> **Human pose images with coordinates**:
****

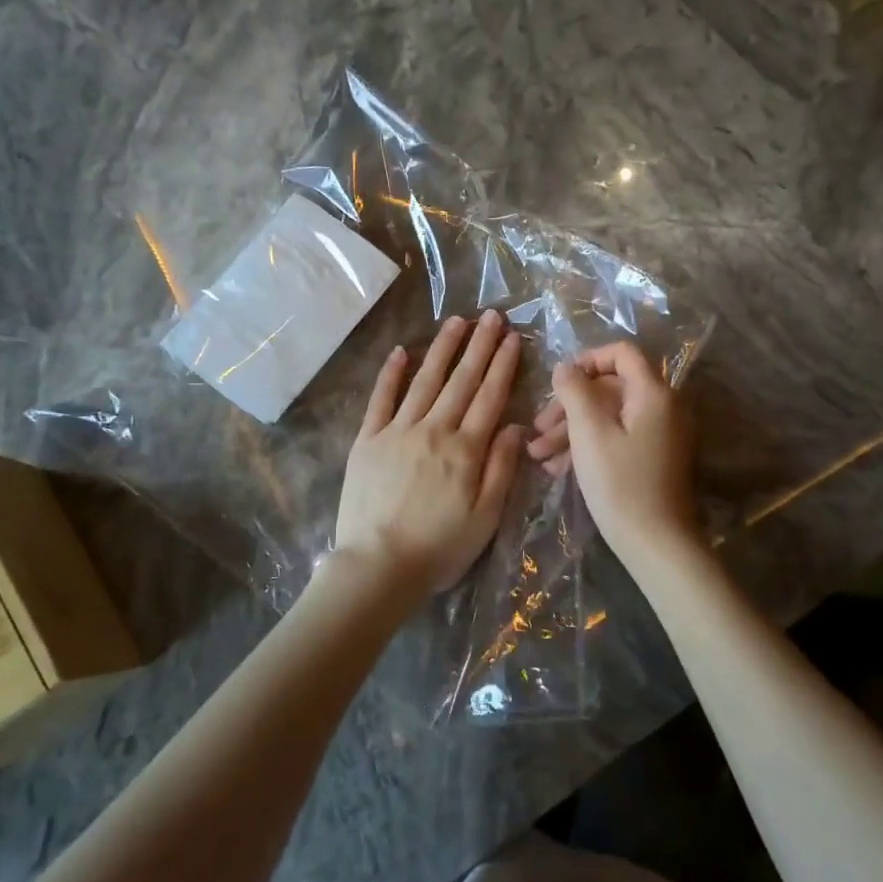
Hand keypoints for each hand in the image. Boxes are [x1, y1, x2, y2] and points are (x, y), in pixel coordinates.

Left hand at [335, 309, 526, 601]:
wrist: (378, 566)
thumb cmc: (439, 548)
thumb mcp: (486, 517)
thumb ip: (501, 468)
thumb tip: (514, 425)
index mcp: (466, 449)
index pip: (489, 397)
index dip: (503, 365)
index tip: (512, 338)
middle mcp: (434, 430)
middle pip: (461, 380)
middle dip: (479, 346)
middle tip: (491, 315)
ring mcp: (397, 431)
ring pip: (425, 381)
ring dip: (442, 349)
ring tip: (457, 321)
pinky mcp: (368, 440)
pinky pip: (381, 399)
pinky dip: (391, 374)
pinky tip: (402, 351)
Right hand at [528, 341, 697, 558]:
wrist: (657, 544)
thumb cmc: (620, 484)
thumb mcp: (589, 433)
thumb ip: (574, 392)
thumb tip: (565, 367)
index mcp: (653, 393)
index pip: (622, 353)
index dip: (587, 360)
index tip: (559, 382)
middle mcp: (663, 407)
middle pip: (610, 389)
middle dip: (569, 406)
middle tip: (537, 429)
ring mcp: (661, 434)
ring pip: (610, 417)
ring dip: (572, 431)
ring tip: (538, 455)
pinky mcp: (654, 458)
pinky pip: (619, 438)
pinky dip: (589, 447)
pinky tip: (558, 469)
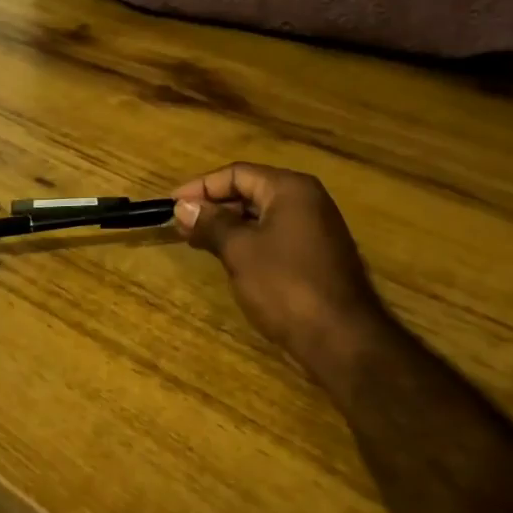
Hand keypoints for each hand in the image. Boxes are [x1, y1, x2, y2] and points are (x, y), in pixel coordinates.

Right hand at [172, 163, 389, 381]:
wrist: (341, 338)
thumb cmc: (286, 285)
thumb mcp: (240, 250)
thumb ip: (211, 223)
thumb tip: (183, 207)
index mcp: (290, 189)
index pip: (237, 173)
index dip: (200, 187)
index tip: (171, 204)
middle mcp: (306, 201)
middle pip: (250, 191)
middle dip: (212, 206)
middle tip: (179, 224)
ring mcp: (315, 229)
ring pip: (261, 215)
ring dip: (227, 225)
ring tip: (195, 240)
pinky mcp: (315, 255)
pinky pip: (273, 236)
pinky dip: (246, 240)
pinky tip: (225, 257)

****

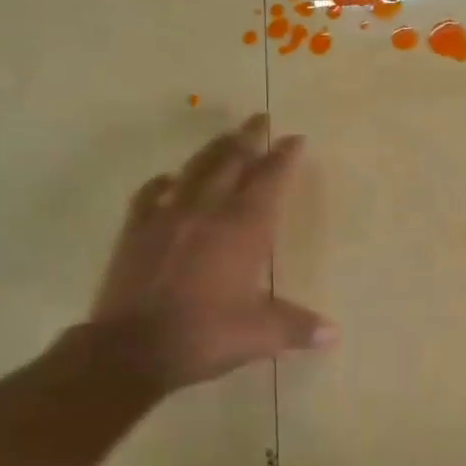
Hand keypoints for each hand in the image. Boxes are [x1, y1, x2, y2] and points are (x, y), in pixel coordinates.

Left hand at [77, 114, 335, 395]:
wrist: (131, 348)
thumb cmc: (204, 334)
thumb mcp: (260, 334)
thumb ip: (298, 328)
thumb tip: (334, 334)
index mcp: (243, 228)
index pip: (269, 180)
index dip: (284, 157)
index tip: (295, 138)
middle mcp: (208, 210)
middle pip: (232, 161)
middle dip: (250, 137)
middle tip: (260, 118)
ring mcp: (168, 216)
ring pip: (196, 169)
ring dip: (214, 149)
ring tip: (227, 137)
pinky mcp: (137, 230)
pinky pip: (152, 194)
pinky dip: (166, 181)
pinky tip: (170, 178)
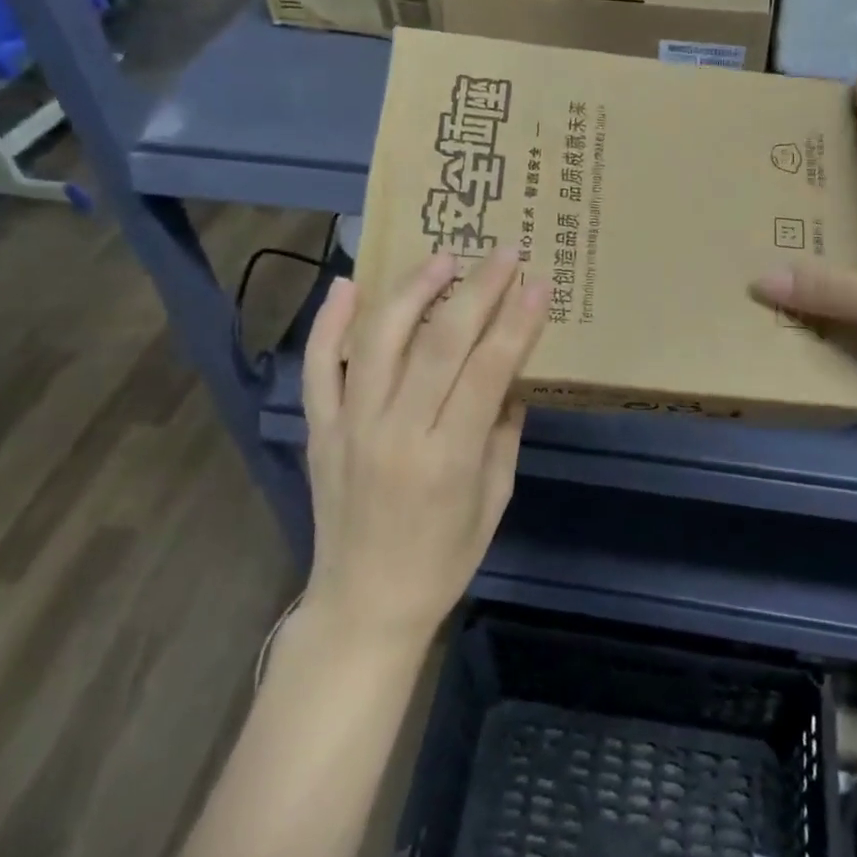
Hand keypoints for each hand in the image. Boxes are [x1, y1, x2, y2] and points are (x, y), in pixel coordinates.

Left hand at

****

> **Exercise goal**: Look above for every line with the word "Left" and copy it.

> **Answer area**:
Left hand at [335, 309, 526, 601]:
Left hand at [77, 114, 335, 395]:
Left hand at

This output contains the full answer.